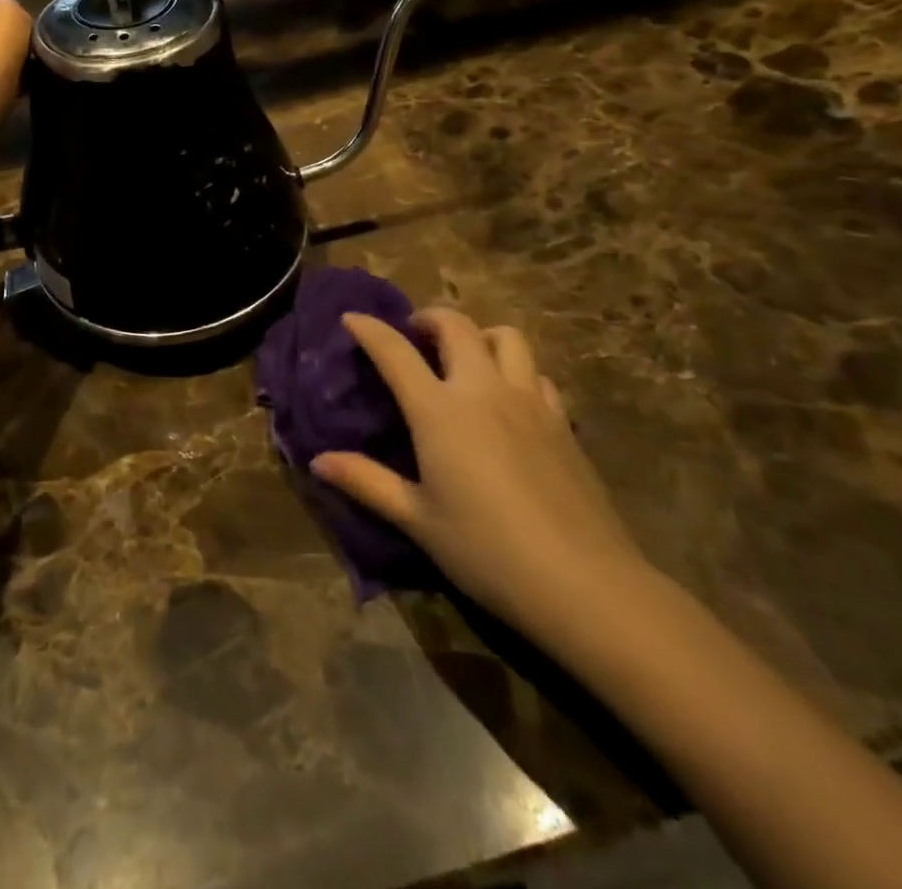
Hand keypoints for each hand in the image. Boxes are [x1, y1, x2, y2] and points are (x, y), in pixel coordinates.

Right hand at [313, 310, 649, 640]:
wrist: (584, 583)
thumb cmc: (487, 551)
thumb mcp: (417, 520)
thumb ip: (367, 482)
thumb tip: (318, 461)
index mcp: (439, 412)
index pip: (395, 352)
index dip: (370, 329)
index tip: (352, 318)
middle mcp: (483, 391)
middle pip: (456, 326)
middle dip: (429, 317)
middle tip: (414, 334)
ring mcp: (528, 402)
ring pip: (506, 337)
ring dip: (479, 334)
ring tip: (465, 356)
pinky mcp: (561, 421)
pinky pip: (537, 374)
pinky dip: (516, 370)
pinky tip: (509, 398)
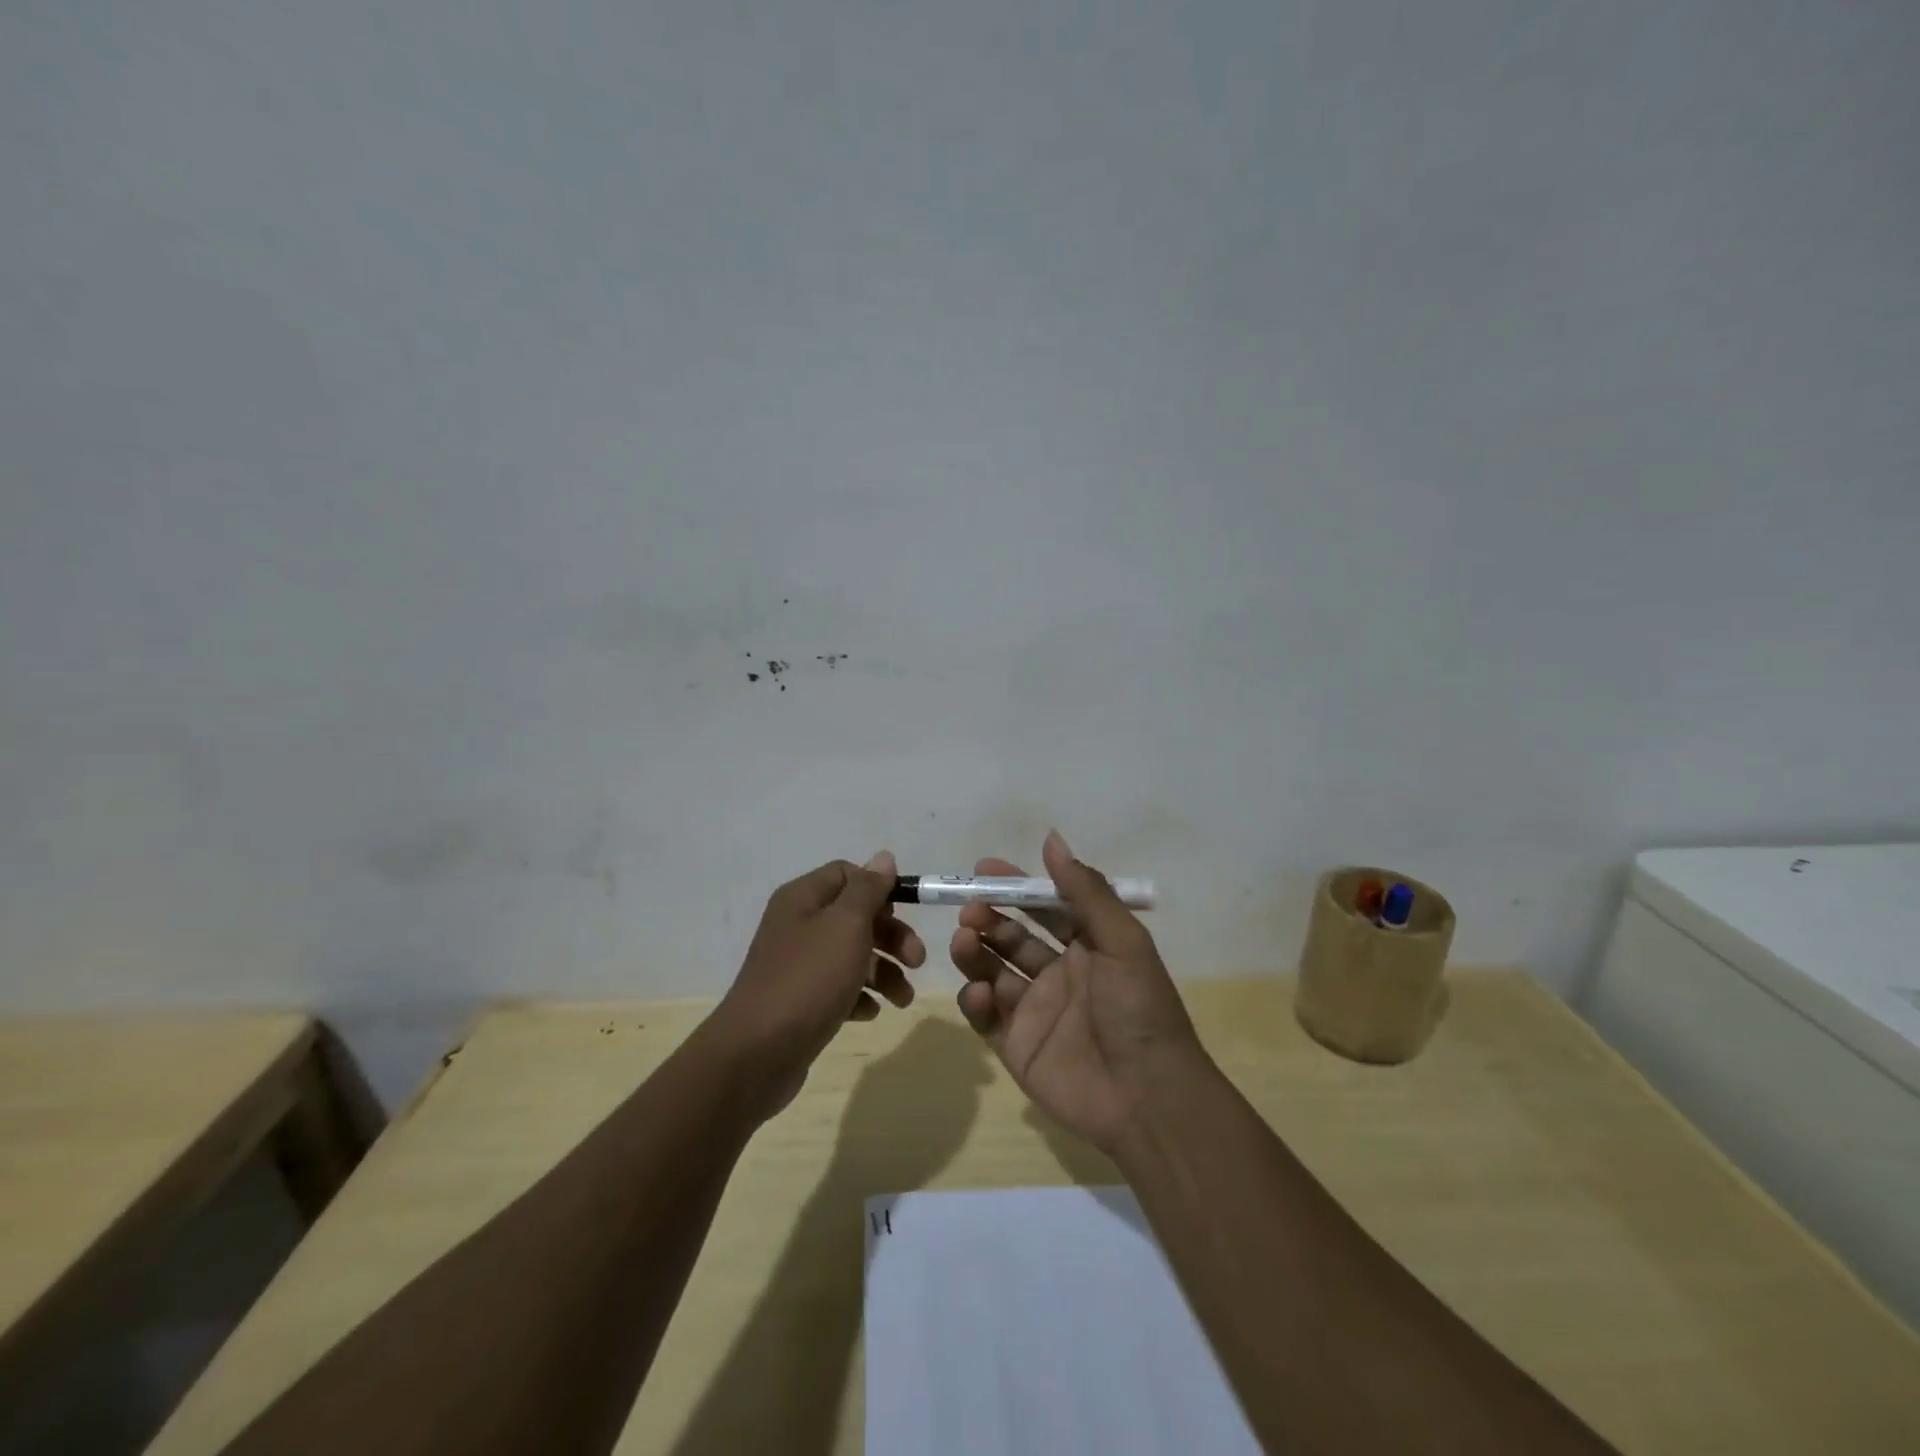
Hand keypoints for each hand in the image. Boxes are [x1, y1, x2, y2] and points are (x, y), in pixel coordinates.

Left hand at [709, 851, 923, 1116]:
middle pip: (854, 917)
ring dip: (884, 972)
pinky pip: (838, 989)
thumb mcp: (846, 925)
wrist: (757, 1054)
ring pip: (851, 956)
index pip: (847, 874)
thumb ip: (868, 889)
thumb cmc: (808, 979)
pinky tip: (869, 1013)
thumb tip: (883, 857)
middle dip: (891, 936)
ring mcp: (797, 966)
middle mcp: (797, 925)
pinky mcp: (800, 1002)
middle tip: (917, 961)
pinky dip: (859, 997)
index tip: (906, 912)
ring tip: (903, 1000)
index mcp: (803, 898)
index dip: (879, 889)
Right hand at [949, 830, 1208, 1151]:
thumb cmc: (1138, 1008)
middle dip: (988, 918)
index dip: (1015, 887)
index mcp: (1088, 947)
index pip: (1044, 907)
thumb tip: (1052, 839)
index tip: (983, 869)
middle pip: (1012, 937)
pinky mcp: (1017, 1046)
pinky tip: (980, 993)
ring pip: (993, 971)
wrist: (1147, 1097)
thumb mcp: (1121, 941)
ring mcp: (1035, 1011)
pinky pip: (986, 1017)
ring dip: (975, 952)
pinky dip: (975, 1001)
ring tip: (963, 940)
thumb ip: (1085, 890)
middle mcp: (1059, 975)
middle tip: (969, 910)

○ ○ ○ ○

_What you should do_:
Search the material for the string "hand" and return each line that has it.

_Task output_:
Hand keypoints for each hand in the image. Boxes are [x1, y1, x2, y2] and points are (x, y), in pixel coordinates.
Right hand at [313, 310, 649, 640]:
Hand keypoints for each hand in the image. Boxes are [x1, y1, x2, y2] and points are (x, y), in pixel coordinates.
Left hand at [709, 851, 923, 1116]:
Right hand at [949, 830, 1208, 1151]:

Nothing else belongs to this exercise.